Blog

Simplify your workflow deployment with Databricks Asset Bundles: Part I

26 Dec, 2024
Xebia Background Header Wave

Databricks is now a top choice for data teams. Its user-friendly, collaborative platform simplifies building data pipelines and machine learning models. However, deploying these workflows into production, programmatically, can be challenging. Many data practitioners, myself included, have faced various deployment and resource management strategies. I’ve explored different approaches. They range from custom Python packages using the Databricks CLI and API to a mix of Bash scripts and dbx (a former tool for Databricks). This variety raises several questions: Which pieces of infrastructure should be included in the application? How do we configure application-specific resources? How can we isolate deployments in development/production environments? How do we handle multiple deployment targets? Instead of focusing on our core apps, we often navigate a mix of tools and custom code that needs constant attention.

In the next couple of blog posts, I would like to introduce Databricks Asset Bundles (DABs or bundles) as a new way to make deployments on Databricks:

  • First, we will introduce DABs, explain its benefits and show their lifecycle through an example. We are also going to discuss similarities and differences between DABs and Terraform as tools for managing infrastructure.

  • Then, we will dive into bundles and showcase how you can use it to customise accordingly to your project’s needs.

  • Finally, I would like to move a step further and show how you can integrate it into your CI / CD pipelines.

Databricks Asset Bundles: What

Databricks Asset Bundles are a way to define project settings, resources, environments, and artifacts in a simple, unified format. DABs help us to adopt best practices in software development and integrate smoothly with CI/CD tools.

simplify your workflow deployment with databricks asset bundles high level diagram databrickssource: https://docs.databricks.com/en/dev-tools/bundles/index.html

The above diagram illustrates how bundles will interact with Databricks resources and CI/CD tools to facilitate the development lifecycle. In general terms:

  • Project Bundle: Code and resource configuration reside in a single repository. Resources are defined in a readable format (YAML files).

  • Data workers can deploy their resources to a development workspace to test their application.

  • After testing, you can integrate your bundle to a CI/CD pipeline to make deployment to a production environment. You may also deploy to production from your local machine if wanted.

Before DABs, you had to use various Databricks CLI commands and API calls. You also had to configure json files for job resources. Alternatively, you could deploy manually, but that was error-prone and hard to maintain long-term. Now let’s see through an example how bundles are centralising deployment in a single command-line interface.
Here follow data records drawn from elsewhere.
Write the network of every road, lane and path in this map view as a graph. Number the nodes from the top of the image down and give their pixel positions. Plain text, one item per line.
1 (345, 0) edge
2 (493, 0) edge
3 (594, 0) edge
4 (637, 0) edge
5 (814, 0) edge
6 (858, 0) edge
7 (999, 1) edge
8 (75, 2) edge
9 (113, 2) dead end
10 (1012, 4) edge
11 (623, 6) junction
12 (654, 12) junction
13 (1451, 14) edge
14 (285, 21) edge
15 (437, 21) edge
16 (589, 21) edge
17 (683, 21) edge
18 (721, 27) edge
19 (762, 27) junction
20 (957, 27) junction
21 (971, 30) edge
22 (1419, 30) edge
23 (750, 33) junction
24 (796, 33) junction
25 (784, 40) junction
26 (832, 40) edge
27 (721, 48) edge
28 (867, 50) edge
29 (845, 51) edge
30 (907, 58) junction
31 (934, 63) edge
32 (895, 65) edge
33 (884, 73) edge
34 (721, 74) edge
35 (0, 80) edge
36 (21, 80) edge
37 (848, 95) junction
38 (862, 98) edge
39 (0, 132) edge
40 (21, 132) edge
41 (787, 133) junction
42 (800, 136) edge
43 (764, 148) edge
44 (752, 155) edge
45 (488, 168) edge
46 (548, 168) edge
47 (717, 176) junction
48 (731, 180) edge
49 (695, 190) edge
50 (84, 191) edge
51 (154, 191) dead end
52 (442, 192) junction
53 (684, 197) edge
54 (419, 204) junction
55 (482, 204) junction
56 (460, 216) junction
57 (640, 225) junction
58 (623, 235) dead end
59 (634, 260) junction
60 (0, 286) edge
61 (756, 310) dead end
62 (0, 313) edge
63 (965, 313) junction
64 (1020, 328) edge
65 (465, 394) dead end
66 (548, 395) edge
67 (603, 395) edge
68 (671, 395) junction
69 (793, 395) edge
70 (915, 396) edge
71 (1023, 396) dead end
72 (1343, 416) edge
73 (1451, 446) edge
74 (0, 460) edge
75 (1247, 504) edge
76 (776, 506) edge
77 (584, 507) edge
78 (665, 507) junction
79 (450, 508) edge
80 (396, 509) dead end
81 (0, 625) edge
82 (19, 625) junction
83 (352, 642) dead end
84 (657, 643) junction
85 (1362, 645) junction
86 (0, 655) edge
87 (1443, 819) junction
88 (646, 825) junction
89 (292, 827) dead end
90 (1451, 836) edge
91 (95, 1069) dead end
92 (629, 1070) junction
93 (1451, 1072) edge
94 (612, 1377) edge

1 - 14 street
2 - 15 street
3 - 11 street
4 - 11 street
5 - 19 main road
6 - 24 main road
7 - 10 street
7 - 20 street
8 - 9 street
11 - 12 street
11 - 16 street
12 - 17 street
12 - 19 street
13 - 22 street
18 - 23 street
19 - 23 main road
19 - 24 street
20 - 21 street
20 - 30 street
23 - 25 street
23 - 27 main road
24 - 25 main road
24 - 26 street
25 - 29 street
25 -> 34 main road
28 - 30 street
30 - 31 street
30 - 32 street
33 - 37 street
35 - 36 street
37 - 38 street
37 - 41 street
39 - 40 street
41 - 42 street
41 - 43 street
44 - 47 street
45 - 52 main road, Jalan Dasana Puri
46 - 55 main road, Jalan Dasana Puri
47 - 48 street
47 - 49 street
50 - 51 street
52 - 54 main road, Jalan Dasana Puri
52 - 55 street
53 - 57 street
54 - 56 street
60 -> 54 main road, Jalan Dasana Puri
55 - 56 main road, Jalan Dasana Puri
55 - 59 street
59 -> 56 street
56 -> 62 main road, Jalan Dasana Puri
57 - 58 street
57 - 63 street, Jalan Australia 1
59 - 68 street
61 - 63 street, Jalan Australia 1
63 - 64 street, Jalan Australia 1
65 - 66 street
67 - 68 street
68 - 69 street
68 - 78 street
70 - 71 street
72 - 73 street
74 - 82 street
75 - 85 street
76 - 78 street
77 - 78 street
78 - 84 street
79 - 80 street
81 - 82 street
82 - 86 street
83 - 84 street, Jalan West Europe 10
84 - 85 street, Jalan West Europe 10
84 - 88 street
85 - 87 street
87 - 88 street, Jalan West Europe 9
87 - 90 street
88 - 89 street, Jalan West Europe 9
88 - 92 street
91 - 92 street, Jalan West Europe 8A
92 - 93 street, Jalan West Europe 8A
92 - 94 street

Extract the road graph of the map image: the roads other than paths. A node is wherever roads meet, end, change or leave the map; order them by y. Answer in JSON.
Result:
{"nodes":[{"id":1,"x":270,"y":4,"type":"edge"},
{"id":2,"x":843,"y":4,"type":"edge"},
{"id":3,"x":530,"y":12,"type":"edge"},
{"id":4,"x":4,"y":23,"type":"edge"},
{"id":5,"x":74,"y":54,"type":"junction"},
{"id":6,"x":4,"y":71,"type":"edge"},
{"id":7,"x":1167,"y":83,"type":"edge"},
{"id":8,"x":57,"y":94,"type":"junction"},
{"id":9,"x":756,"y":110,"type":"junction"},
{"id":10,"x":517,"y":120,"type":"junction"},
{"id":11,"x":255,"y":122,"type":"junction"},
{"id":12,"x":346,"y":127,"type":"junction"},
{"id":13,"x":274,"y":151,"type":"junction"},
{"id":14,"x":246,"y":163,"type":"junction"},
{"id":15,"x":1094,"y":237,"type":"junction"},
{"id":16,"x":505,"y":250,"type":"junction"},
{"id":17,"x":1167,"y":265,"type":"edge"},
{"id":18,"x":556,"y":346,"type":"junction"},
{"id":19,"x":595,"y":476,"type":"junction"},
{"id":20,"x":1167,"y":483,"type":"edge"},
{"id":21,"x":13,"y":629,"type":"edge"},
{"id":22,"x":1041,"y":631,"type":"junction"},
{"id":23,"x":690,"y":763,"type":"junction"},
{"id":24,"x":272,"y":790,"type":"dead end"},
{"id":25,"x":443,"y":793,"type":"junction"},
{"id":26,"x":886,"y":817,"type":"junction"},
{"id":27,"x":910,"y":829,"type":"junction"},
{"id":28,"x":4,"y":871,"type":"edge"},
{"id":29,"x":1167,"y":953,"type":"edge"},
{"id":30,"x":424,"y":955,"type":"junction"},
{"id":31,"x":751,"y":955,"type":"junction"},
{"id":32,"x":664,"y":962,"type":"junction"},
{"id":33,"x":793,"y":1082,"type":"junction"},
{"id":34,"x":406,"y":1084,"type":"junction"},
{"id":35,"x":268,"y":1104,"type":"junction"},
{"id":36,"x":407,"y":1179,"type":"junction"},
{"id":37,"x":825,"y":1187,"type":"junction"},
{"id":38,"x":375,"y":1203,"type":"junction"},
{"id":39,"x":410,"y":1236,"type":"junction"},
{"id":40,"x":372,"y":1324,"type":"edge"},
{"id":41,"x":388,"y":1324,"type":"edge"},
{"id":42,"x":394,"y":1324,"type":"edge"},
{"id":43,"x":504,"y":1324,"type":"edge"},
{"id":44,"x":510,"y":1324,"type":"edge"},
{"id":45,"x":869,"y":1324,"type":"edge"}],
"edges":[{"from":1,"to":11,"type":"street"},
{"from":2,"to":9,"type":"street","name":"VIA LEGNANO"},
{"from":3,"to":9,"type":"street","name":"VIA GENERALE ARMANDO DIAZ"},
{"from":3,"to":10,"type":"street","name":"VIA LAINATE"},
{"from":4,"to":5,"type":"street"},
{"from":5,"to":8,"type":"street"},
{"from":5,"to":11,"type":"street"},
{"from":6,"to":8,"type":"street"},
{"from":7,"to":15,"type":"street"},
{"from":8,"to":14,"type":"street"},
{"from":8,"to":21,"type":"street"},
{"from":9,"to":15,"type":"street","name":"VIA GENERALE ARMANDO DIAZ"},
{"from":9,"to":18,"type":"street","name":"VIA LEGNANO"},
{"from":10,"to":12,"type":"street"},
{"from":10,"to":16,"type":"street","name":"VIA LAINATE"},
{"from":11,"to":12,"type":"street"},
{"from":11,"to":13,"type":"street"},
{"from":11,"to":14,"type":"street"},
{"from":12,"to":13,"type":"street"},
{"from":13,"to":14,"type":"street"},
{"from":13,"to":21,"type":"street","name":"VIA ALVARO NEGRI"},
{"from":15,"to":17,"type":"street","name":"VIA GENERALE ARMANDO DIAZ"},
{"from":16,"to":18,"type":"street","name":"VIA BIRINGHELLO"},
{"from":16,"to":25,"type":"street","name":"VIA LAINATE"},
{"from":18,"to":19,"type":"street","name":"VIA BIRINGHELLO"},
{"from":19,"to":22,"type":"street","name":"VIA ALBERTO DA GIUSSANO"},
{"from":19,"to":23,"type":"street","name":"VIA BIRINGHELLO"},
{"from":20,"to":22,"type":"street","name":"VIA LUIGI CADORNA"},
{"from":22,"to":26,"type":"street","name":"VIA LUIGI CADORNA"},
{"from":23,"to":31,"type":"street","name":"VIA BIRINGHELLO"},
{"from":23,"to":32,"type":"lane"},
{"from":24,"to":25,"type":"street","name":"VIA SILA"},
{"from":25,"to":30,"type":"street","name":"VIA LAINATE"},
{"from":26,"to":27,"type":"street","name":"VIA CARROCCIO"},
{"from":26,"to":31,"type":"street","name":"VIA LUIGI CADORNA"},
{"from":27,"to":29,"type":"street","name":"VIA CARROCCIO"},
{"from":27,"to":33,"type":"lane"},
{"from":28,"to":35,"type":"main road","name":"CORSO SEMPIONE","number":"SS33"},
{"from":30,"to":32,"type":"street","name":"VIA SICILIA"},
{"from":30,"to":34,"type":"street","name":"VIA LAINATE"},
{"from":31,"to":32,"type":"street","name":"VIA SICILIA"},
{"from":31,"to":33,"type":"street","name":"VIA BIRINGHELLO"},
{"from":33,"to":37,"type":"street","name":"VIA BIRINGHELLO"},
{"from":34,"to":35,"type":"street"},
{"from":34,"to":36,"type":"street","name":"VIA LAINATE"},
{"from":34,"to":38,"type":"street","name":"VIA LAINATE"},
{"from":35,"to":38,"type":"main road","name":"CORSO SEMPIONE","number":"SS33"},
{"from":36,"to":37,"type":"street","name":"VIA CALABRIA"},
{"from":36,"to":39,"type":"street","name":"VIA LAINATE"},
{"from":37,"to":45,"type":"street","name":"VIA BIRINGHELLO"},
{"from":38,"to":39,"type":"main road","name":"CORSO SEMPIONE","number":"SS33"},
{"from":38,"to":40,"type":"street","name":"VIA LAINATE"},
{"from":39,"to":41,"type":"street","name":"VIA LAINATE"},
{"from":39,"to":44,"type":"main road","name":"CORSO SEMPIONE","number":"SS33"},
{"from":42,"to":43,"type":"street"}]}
Databricks Asset Bundles: How

We’ll work on a demo use case to show the power of bundles. I hope to show you their main features and how they simplify development and deployment on Databricks.

You must build a data ingestion app. It should read data from a specific source and write it to your data lake. You develop a Python application that accepts dynamic parameters to programmatically accomplish that.

alt text

Your application will retrieve data from the external source such as schema and table names. It will then write to your data lake.

Your task needs the following parameters as input:


 - input_source

 - input_schema

 - input_table

 - output_catalog

 - output_schema

 - output_table

You developed your code, and now you want to test your application and eventually deploy it using Databricks jobs.

Lifecycle of a Bundle

alt text

Step 1: Create a bundle

The first thing you need to do is create a bundle file configuration. You can do that in two ways, either via command-line or by manually creating a YAML file.

From Databricks CLI, you can do:

databricks bundle init

With this option, you are provided with a few built-in templates. However, you can also create a YAML file manually, or pick one of the many templates available in the Databricks repository.

For our use case, we are going to pick the python_wheel_poetry template from the repository, which uses Poetry to build your Python application and manage dependencies. If you want to know more about Poetry, check out the official documentation.

Step 2: Configure a bundle

Everything starts with the databricks.yml file. This will be the central place where all your project configuration is defined. It must exist only once in your project structure. For our use case, that is the initial configuration:

bundle: 
  name: ingestion_demo

include: 
  - ./resources/ingestion_job.yml

artifacts:
  default:
    type: whl
    build: poetry build
    path: .

targets:
  dev:
    default: true
    mode: development
    workspace:
      host: https://adb-xxxxxxxxx.x.azuredatabricks.net/

There is a top-level mapping syntax that defines some main components here:

  • bundle: Where you define bundle general settings, for instance, the bundle name.
  • include: A list of path globs where your resources will be included (will discuss resources shortly)
  • artifacts: Which artifacts are being deployed with the bundle
  • targets: To which environments you are deploying and any specific configuration during deployment.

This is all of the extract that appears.